The Civil Rights Act of 1964 prohibits discrimination on the basis of race, color, religion, sex or national origin. The Act prohibited discrimination in public accommodations and federally funded programs. It also strengthened the enforcement of voting rights and the desegregation of schools.

How did the public react to the Civil Rights Act?

But perhaps most tellingly, CBS News found that 84% of whites and 83% of blacks believed that the act had made life better for blacks in the United States, while only 2% thought it had made life worse. These statistics serve to reaffirm the legacy of the Civil Rights Act of 1964.

What impact did the civil Voting Rights Act of 1965 have on America?

It outlawed the discriminatory voting practices adopted in many southern states after the Civil War, including literacy tests as a prerequisite to voting. This “act to enforce the fifteenth amendment to the Constitution” was signed into law 95 years after the amendment was ratified.

Why was the Civil Rights Act of 1964 important?

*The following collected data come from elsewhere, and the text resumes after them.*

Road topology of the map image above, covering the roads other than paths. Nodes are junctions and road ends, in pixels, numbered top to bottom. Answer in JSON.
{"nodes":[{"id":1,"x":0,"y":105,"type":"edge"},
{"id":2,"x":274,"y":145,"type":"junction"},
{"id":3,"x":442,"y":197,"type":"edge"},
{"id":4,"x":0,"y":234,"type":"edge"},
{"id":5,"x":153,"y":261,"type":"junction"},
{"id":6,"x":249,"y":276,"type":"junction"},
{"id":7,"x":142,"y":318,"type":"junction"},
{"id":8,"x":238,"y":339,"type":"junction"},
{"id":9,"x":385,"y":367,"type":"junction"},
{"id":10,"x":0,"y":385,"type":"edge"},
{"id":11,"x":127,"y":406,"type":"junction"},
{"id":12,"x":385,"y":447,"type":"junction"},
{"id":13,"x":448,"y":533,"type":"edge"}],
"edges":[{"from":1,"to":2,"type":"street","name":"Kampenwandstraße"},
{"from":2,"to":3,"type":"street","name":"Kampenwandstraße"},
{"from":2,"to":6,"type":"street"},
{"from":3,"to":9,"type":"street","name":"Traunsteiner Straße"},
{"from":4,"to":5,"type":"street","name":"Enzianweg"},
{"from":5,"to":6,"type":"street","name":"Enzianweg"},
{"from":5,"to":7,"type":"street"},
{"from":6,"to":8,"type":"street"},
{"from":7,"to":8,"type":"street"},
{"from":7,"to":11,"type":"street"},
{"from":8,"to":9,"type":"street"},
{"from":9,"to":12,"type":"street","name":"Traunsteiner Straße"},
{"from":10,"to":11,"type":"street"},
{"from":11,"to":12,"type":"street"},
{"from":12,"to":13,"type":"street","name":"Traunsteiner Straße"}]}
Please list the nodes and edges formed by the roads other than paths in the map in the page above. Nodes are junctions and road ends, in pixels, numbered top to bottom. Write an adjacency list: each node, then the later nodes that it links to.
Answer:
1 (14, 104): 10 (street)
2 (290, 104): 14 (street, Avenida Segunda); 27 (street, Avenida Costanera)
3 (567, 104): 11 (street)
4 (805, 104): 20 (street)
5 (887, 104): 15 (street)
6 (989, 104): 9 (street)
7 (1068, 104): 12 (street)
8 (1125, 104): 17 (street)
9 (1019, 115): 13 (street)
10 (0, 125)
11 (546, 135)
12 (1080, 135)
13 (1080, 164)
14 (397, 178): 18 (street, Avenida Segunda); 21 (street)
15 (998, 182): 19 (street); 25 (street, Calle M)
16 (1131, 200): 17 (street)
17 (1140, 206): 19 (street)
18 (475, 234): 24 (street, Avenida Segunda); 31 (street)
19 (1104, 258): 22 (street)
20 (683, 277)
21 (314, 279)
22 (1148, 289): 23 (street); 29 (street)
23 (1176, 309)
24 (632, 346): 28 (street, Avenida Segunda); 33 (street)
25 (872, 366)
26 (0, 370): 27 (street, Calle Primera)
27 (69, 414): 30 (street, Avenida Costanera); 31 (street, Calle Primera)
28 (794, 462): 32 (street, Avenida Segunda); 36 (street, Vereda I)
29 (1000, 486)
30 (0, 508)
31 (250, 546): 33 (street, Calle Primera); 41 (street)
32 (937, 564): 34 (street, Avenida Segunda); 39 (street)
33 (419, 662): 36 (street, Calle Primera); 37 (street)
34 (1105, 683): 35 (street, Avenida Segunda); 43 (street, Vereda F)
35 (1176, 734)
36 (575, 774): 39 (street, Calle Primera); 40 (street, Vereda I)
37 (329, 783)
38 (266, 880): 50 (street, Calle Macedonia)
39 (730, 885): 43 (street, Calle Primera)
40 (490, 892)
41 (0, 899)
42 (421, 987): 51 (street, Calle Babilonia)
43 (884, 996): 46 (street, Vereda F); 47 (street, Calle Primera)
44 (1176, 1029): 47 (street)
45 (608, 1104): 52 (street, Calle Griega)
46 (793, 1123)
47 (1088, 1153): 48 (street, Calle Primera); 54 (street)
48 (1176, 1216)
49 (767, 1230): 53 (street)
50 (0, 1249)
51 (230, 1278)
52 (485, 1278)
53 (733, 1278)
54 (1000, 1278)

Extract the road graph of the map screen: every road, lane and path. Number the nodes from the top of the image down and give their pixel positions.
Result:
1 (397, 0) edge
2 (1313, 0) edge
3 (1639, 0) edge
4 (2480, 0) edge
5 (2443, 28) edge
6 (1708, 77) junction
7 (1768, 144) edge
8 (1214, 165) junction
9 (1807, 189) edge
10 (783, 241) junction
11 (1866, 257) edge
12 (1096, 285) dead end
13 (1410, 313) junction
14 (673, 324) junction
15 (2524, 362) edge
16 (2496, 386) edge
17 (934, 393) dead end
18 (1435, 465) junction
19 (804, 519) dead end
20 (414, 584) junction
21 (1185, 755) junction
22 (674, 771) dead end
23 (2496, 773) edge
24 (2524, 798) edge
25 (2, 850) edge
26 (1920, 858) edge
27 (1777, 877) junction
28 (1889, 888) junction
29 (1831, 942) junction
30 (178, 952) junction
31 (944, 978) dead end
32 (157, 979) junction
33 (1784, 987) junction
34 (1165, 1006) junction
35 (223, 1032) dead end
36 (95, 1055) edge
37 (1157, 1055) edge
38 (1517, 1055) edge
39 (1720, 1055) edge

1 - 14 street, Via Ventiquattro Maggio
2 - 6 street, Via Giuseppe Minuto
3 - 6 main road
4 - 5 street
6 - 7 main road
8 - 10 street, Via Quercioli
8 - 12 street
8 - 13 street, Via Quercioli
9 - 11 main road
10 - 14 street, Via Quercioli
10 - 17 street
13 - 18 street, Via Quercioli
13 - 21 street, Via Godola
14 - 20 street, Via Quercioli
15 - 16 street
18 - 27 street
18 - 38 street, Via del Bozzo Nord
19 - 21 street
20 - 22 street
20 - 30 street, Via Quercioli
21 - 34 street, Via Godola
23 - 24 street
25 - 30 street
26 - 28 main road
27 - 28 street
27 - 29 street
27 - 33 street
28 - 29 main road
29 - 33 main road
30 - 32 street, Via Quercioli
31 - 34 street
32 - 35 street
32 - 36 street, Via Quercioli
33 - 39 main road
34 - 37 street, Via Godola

With the passage of the 1964 Civil Rights Act, the federal government offered its immense power to the struggle to realize a more just and inclusive American society that had begun a century earlier with Reconstruction. But passage of the act was not the end of the story.

How did the Civil Rights Act of 1964 end Jim Crow?

The act ended the piecemeal strategy of integration by ending Jim Crow once and for all. The Civil Rights Act of 1964 did not end the civil rights movement, of course. White Southerners still used legal and extralegal means to deprive Black Southerners of their constitutional rights.

Who was president when the Civil Rights Act was passed?

President John F. Kennedy had proposed such a bill in June of 1963, mere months before his death, and Johnson used Kennedy’s memory to convince Americans that the time had come to address the problem of segregation. After the end of Reconstruction, White Southerners regained political power and set about reordering race relations.

What was the public opinion on the Civil Rights Act?

The 1980s saw that new generations of Americans believed that the Civil Rights Act had indeed worked. Ninety-two percent of respondents in a 1984 Attitudes and Opinions of Black Americans Poll stated that the civil rights movement had improved the lives of the black community.